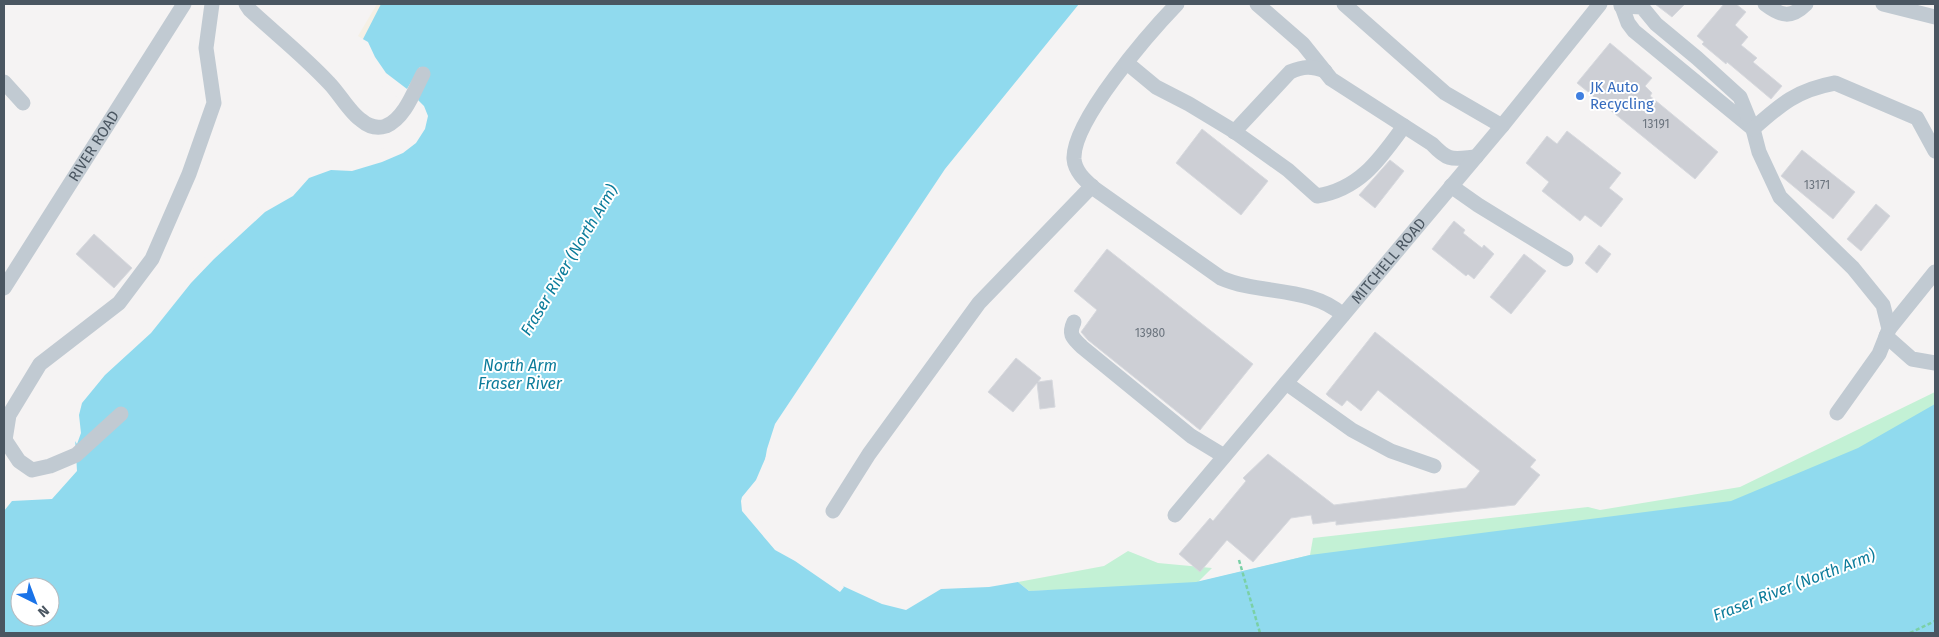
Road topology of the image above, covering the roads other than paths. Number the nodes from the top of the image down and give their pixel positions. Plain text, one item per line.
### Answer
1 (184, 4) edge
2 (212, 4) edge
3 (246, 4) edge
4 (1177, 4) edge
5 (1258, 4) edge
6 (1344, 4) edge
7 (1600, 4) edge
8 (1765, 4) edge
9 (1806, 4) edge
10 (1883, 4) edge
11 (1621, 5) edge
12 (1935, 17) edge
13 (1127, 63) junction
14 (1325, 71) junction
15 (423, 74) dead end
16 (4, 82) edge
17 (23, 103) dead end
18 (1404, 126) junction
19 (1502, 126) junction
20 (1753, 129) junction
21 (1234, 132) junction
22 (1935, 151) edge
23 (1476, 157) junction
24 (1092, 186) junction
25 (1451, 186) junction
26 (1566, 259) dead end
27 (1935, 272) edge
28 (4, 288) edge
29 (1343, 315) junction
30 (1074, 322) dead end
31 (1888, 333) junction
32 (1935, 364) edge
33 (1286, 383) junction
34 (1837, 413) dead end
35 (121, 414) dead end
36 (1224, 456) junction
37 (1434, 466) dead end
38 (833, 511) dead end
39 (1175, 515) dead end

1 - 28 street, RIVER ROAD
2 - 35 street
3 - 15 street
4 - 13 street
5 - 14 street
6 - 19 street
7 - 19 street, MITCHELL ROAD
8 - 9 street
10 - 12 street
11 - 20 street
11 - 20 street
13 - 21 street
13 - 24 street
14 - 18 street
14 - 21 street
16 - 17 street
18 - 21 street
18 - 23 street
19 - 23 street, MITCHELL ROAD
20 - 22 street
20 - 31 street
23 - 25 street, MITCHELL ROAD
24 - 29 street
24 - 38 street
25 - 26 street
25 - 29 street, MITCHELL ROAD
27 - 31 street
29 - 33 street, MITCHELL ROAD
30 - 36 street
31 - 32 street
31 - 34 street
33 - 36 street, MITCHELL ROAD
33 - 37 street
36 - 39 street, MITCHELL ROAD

= = =

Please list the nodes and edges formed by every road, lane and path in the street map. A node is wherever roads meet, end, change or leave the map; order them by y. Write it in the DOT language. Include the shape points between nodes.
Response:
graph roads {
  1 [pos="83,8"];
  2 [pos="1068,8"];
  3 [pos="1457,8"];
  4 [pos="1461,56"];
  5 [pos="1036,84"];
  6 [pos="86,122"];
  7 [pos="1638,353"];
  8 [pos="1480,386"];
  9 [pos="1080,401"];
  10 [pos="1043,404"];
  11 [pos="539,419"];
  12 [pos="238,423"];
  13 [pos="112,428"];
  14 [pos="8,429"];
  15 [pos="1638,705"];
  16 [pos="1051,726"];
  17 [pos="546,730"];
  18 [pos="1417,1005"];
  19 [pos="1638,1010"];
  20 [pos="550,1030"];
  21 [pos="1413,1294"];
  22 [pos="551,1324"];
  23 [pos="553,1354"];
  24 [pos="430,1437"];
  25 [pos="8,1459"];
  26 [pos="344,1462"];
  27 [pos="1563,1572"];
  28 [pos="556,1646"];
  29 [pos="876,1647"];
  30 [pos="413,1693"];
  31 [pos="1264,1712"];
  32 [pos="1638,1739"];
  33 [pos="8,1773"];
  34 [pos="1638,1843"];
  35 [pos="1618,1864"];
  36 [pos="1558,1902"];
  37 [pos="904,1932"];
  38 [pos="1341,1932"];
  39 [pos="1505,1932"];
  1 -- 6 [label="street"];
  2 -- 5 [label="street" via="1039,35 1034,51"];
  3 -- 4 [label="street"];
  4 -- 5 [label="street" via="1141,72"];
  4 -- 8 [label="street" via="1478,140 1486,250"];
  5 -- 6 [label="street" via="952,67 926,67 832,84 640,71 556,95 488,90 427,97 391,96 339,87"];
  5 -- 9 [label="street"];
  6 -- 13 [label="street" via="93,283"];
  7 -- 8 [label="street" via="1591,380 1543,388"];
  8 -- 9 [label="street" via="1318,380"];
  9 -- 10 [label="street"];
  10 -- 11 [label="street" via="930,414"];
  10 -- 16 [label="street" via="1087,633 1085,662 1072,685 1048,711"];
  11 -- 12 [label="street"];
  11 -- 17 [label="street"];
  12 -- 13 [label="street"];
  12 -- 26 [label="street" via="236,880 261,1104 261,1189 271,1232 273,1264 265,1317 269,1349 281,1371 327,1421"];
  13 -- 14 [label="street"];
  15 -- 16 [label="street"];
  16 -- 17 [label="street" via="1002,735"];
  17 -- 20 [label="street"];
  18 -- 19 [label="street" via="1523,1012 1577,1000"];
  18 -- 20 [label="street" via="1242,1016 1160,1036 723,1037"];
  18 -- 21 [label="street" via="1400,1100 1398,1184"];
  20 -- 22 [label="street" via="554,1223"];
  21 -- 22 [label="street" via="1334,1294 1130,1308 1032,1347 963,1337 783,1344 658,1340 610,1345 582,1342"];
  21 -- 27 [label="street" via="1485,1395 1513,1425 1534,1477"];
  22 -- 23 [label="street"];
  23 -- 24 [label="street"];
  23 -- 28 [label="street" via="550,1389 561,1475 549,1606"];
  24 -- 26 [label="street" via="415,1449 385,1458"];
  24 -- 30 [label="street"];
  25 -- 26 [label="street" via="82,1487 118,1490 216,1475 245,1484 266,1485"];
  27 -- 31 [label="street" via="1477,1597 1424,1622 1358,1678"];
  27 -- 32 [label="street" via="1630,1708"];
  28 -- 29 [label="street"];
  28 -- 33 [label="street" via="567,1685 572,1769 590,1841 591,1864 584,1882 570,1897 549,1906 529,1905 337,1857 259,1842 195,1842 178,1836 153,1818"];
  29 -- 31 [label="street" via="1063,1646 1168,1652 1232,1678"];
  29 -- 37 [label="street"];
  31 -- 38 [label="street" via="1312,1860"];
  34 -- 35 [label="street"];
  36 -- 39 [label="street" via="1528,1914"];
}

= = =

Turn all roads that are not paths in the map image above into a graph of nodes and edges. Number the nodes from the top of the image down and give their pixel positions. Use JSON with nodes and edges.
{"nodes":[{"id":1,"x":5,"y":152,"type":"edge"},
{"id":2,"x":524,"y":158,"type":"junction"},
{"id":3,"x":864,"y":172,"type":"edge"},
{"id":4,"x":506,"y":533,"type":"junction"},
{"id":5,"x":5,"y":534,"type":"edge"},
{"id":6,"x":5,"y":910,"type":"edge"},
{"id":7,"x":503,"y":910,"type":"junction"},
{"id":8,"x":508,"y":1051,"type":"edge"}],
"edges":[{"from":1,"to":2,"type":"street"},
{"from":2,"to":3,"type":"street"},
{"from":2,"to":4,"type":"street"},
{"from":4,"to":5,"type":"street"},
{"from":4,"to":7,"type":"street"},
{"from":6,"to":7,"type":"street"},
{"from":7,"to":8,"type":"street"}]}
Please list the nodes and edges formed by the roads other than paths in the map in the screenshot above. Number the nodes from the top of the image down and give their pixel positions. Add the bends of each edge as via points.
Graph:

= = =

REQUIRED WORK
Scan the data above; copy every line where "than" appears.

RESULT
Road topology of the image above, covering the roads other than paths. Number the nodes from the top of the image down and give their pixel positions. Plain text, one item per line.
Please list the nodes and edges formed by the roads other than paths in the map in the screenshot above. Number the nodes from the top of the image down and give their pixel positions. Add the bends of each edge as via points.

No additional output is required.